# What you need to do:
Only one stretch of the data below should be repeated: the lines from the line containing "thumb cmc: (505, 571)" through the line containing "wrist: (990, 669)", inclusive, exactly as they are.

──────────

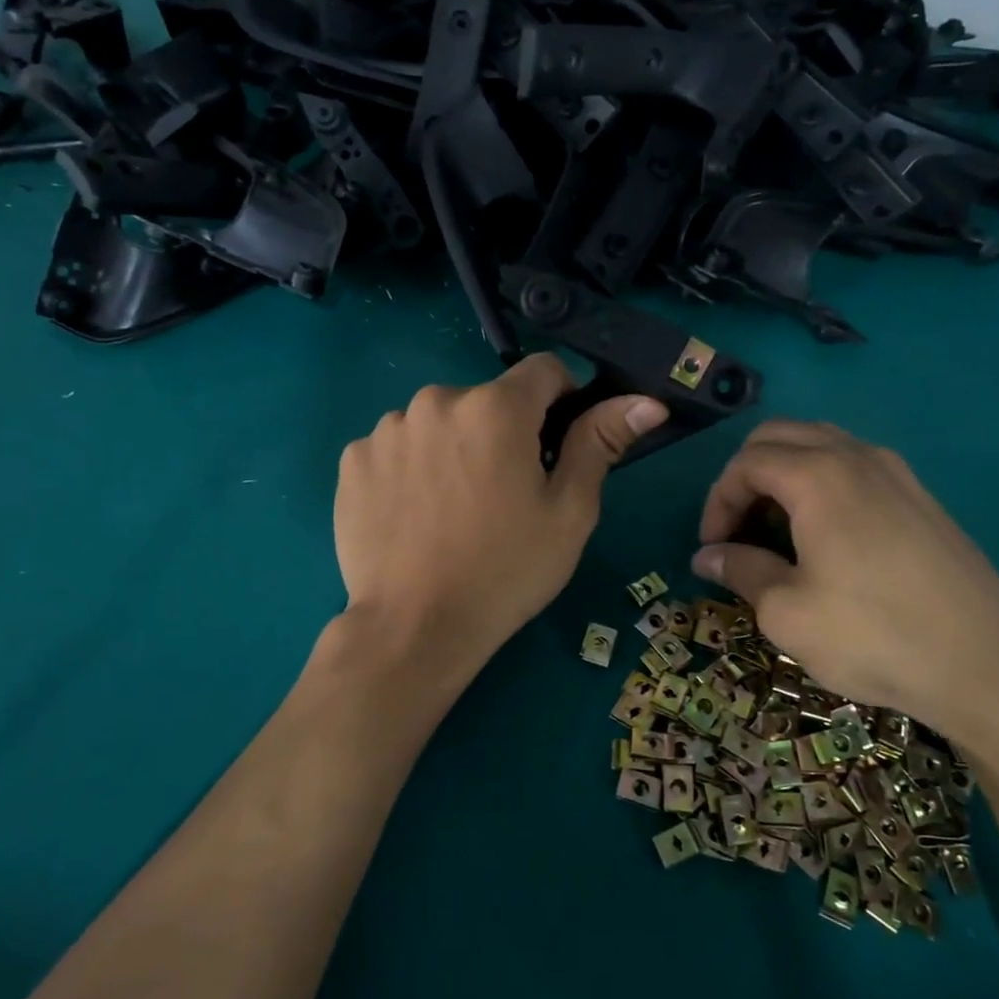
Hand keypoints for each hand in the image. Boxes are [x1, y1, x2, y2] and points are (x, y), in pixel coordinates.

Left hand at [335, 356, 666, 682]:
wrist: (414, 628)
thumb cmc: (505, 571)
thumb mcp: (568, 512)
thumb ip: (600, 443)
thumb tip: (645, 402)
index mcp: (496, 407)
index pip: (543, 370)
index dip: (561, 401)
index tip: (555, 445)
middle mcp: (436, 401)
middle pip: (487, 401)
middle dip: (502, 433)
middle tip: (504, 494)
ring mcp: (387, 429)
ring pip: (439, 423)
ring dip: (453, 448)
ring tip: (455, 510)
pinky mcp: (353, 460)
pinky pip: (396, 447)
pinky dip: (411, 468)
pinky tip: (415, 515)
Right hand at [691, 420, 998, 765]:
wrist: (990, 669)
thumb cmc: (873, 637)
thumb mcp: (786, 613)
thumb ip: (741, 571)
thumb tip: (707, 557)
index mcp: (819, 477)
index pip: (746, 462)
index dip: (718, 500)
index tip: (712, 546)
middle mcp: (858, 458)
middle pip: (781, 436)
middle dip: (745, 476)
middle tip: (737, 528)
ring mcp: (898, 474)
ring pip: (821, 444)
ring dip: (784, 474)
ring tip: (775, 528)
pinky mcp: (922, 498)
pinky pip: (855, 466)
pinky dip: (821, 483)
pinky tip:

──────────

# Response for this exercise:
thumb cmc: (505, 571)
thumb mcp: (568, 512)
thumb ip: (600, 443)
thumb tip: (645, 402)
index mcp: (496, 407)
index pip: (543, 370)
index dip: (561, 401)
index tip: (555, 445)
middle mcp: (436, 401)
middle pip: (487, 401)
middle dip: (502, 433)
middle tip: (504, 494)
ring mcp: (387, 429)
ring pip: (439, 423)
ring dip: (453, 448)
ring tip: (455, 510)
pinky mcp: (353, 460)
pinky pip: (396, 447)
pinky dip: (411, 468)
pinky tip: (415, 515)
Right hand at [691, 420, 998, 765]:
wrist: (990, 669)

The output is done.